Very true. Which is why we have public policy debates. And saying "it's democracy" doesn't mean it's always better policy to enact more and more laws designed to make it harder and harder for employers to lose employees they don't want.

It is decidedly bad policy, in my view, to make a rule that an employer has to run a system of proofs and evidence on every employee he's letting go. Far better and more efficient for the system to generally be one of mutual consent and volition, with protections for significant problems (like race and sex discrimination, etc). Good public policy (a) reduces barriers to entry into the workforce, (b) keeps the costs associated with employing employees down as much as possible, and (c) increases the ability of employees to move from employer to employer as needed and maximizes their opportunities.

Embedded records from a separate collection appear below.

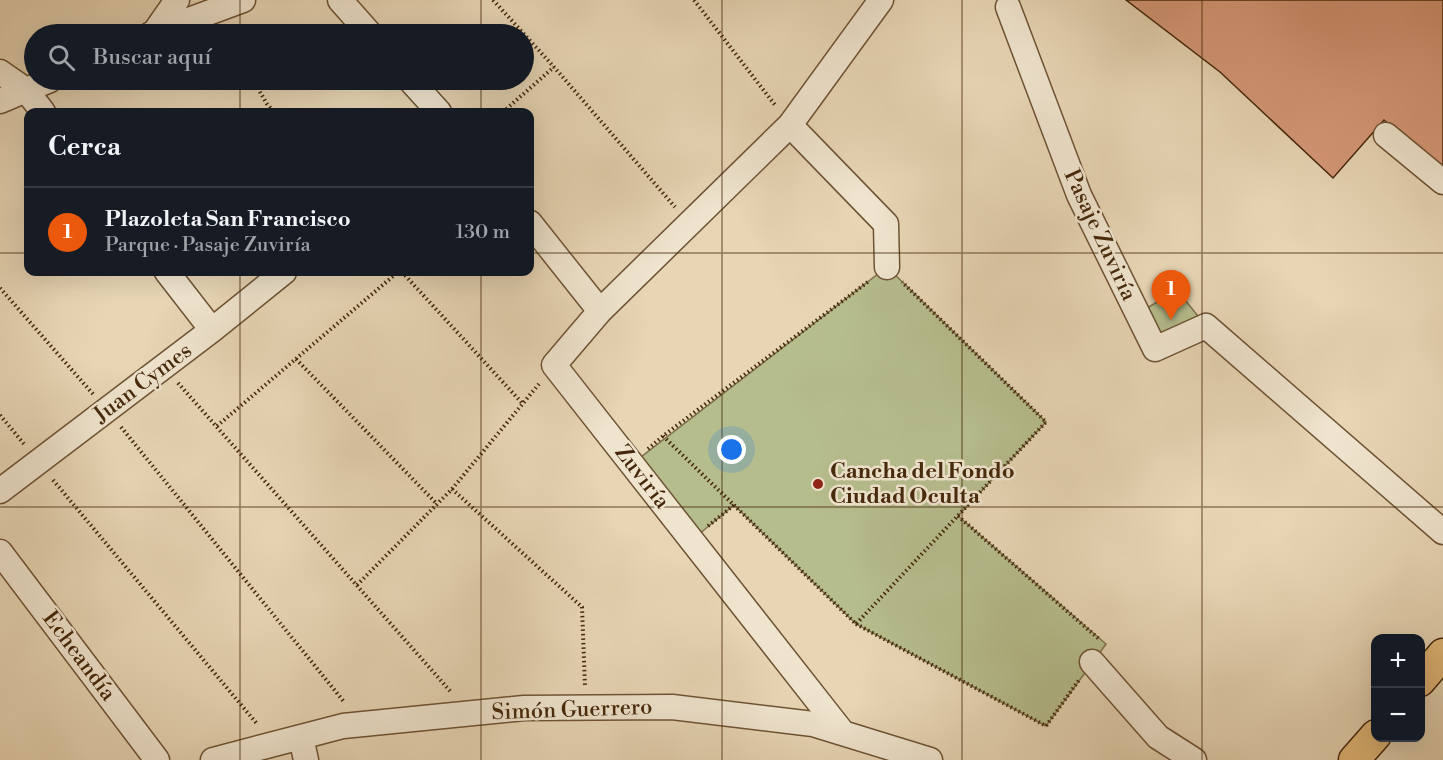 <!DOCTYPE html>
<html lang="es">
<meta charset="utf-8">
<style>
:root{--surface:#171b24;--page:#20242c;--text:#f1f3f6;--muted:#9ea1a6;--line:#363941;--accent:#ea580c}
body{margin:0;font-family:"Libre Bodoni",serif;background:var(--page);color:var(--text)}
.controls{position:absolute;right:18px;bottom:18px;display:grid;overflow:hidden;border-radius:12px;box-shadow:0 6px 24px #0002}
.controls button{width:54px;height:54px;display:grid;place-items:center;padding:0;border:0;border-bottom:2px solid var(--line);background:var(--surface);color:var(--text);font:30px sans-serif}
.you{position:absolute;left:732px;top:450px;width:21px;height:21px;margin:-15px;border:4px solid #fff;border-radius:50%;background:#1a73e8;box-shadow:0 0 0 9px #1a73e833}
.badge{display:grid;place-items:center;width:39px;height:39px;border-radius:50%;background:var(--accent);color:#fff;font-size:20px;font-weight:700}
.pin{position:absolute;translate:-50% -50px;filter:drop-shadow(0 2px 3px #0008)}
.pin::after{content:'';position:absolute;top:32px;width:21px;height:18px;background:inherit;clip-path:polygon(0 0,100% 0,50% 100%)}
.list{margin:0;padding:0;list-style:none}
h2{display:flex;justify-content:space-between;align-items:center;height:78px;margin:0;padding:0 24px;font-size:26px}
h2 small{font-size:20px;font-weight:400;color:var(--muted)}
.list li{display:grid;grid-template-columns:39px 1fr auto;gap:18px;align-items:center;box-sizing:border-box;height:90px;padding:0 24px;border-top:2px solid var(--line)}
.list b{display:block;font-size:22px;white-space:nowrap}
.list p{margin:0;font-size:20px;white-space:nowrap;color:var(--muted)}
.list em{font-size:20px;font-style:normal;color:var(--muted)}
.icon{flex:none;width:33px;height:33px;fill:none;stroke:currentColor;stroke-width:2;stroke-linecap:round;stroke-linejoin:round}
.map{position:relative;flex:none;width:1443px;height:760px;overflow:hidden}
.search{position:absolute;background:var(--surface);box-shadow:0 6px 24px #0002;left:24px;top:24px;width:510px;height:66px;display:flex;align-items:center;gap:15px;box-sizing:border-box;padding:0 21px;border-radius:33px;color:var(--muted);font-size:22px}
.panel{position:absolute;background:var(--surface);box-shadow:0 6px 24px #0002;left:24px;top:108px;width:510px;height:168px;border-radius:12px}
.map>svg:first-child{display:block}
</style>
<div class="map">
<svg width="1443" height="760" viewBox="0 0 1443 760">
<rect width="100%" height="100%" fill="#e7d5b4"/>
<filter id="stains"><feTurbulence type="fractalNoise" baseFrequency=".00333" numOctaves="4"/><feColorMatrix values="0 0 0 0 .2 0 0 0 0 .09 0 0 0 0 .02 0 0 0 .5 -.17"/></filter>
<radialGradient id="worn" r=".72"><stop offset=".6" stop-color="#630" stop-opacity="0"/><stop offset="1" stop-color="#630" stop-opacity=".3"/></radialGradient>
<path fill="#b6bd8d" stroke="#7e724c" stroke-width="1.5" d="M887,267l159,155 -88,94 148,128 -60,82 -190,-102 -122,-119 -42,35 -60,-76z
M1177,290l29,36 -51,23 -18,-35z"/>
<path fill="#d69878" stroke="#45280b" stroke-width="1.5" d="M1126,0h317v172l-59,-52 -51,58 -113,-106z"/>
<g fill="none" stroke-linecap="round" stroke-linejoin="round">
<g stroke="#6e5335" stroke-width="27">
<path id="minor" d="M340,0l30,34
M1008,7l71,188 76,154 51,-23 237,206
M154,33l23,-33
M151,34l92,-34
M0,72l26,18 17,22
M410,80l29,32
M0,101l50,-21
M790,125l91,-125
M1386,135l57,47
M530,223l70,88 -46,54 289,368
M167,272l45,58
M600,311l190,-186 96,99 1,43
M0,491l212,-161 72,-58
M0,552l157,208
M1092,662l66,75 36,23
M301,737l5,23
M213,760l130,-34 181,-18 148,-1 141,17 117,36"/>
</g>
<g stroke="#45280b" stroke-width="33">
<path id="major" d="M1420,681l23,-27
M1354,760l22,-25"/>
</g>
<path stroke="#45280b" stroke-width="4" stroke-dasharray="1.5 3" stroke-linecap="butt" d="M493,0l61,67 121,140
M694,0l81,105
M253,80l14,24 7,8
M503,112l51,-45
M402,272l121,132
M0,288l93,106
M296,359l141,145
M178,383l273,309
M0,415l24,29
M217,426l181,-154
M121,427l224,276
M663,436l193,188 190,-202 -144,-140
M648,449l15,-13 206,-155
M53,480l205,245
M452,489l130,118 3,79
M958,516l141,123
M708,526l26,-21
M357,585l95,-96 87,-105
M856,624l190,102 33,-46"/>
<use href="#minor" stroke="#efe4ce" stroke-width="24"/>
<use href="#major" stroke="#e4ba7a" stroke-width="30"/>
</g>
<path fill="none" stroke="#45280b" stroke-width="1.5" stroke-opacity="0.55" d="M240,0v34M481,0v34M722,0v760M962,0v760M1202,0v760M240,80v32M481,80v32M0,253h28M530,253h913M240,272v488M481,272v488M0,507h1443"/>
<circle fill="#8f2418" stroke="#efe4ce" stroke-width="2" cx="818" cy="484" r="6"/>
<g text-anchor="middle" dominant-baseline="central" stroke-width="5" stroke-linejoin="round" paint-order="stroke">
<g font-size="22" fill="#45280b" stroke="#efe4ce">
<text transform="translate(1100 235) rotate(65)">Pasaje Zuviría</text>
<text transform="translate(143 383) rotate(-37)">Juan Cymes</text>
<text transform="translate(642 477) rotate(52)">Zuviría</text>
<text transform="translate(79 656) rotate(53)">Echeandía</text>
<text transform="translate(572 710) rotate(-2)">Simón Guerrero</text>
</g>
<g font-size="22" font-weight="bold" fill="#45280b" stroke="#efe4ce" text-anchor="start">
<text x="830" y="471">Cancha del Fondo<tspan x="830" dy="25">Ciudad Oculta</tspan></text>
</g>
</g>
<rect width="100%" height="100%" filter="url(#stains)"/>
<rect width="100%" height="100%" fill="url(#worn)"/>
</svg>
<div class="controls">
<button>+</button>
<button>−</button>
</div>
<div class="you"></div>
<div class="pin badge" style="left:1171px;top:320px">1</div>
<div class="search"><svg class="icon" aria-label="search" viewBox="0 0 24 24"><circle cx="10" cy="10" r="6"/><path d="M15 15l6 6"/></svg>Buscar aquí</div>
<section class="panel">
<h2>Cerca<small></small></h2>
<ul class="list">
<li><span class="badge">1</span><div><b>Plazoleta San Francisco</b><p>Parque · Pasaje Zuviría</p></div><em>130 m</em></li>
</ul>
</section>
</div>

Onerous severance requirements and onerous requirements that employers prove in every case that they had a "good" reason to let an employee go defeats all these goals and more -- it makes business less flexible, less able to reduce costs when needed, creates higher barriers to entry into business for small businesses, makes it harder and more expensive to employ more employees, and does that while not really doing anything to protect persons who have been wronged signifiantly.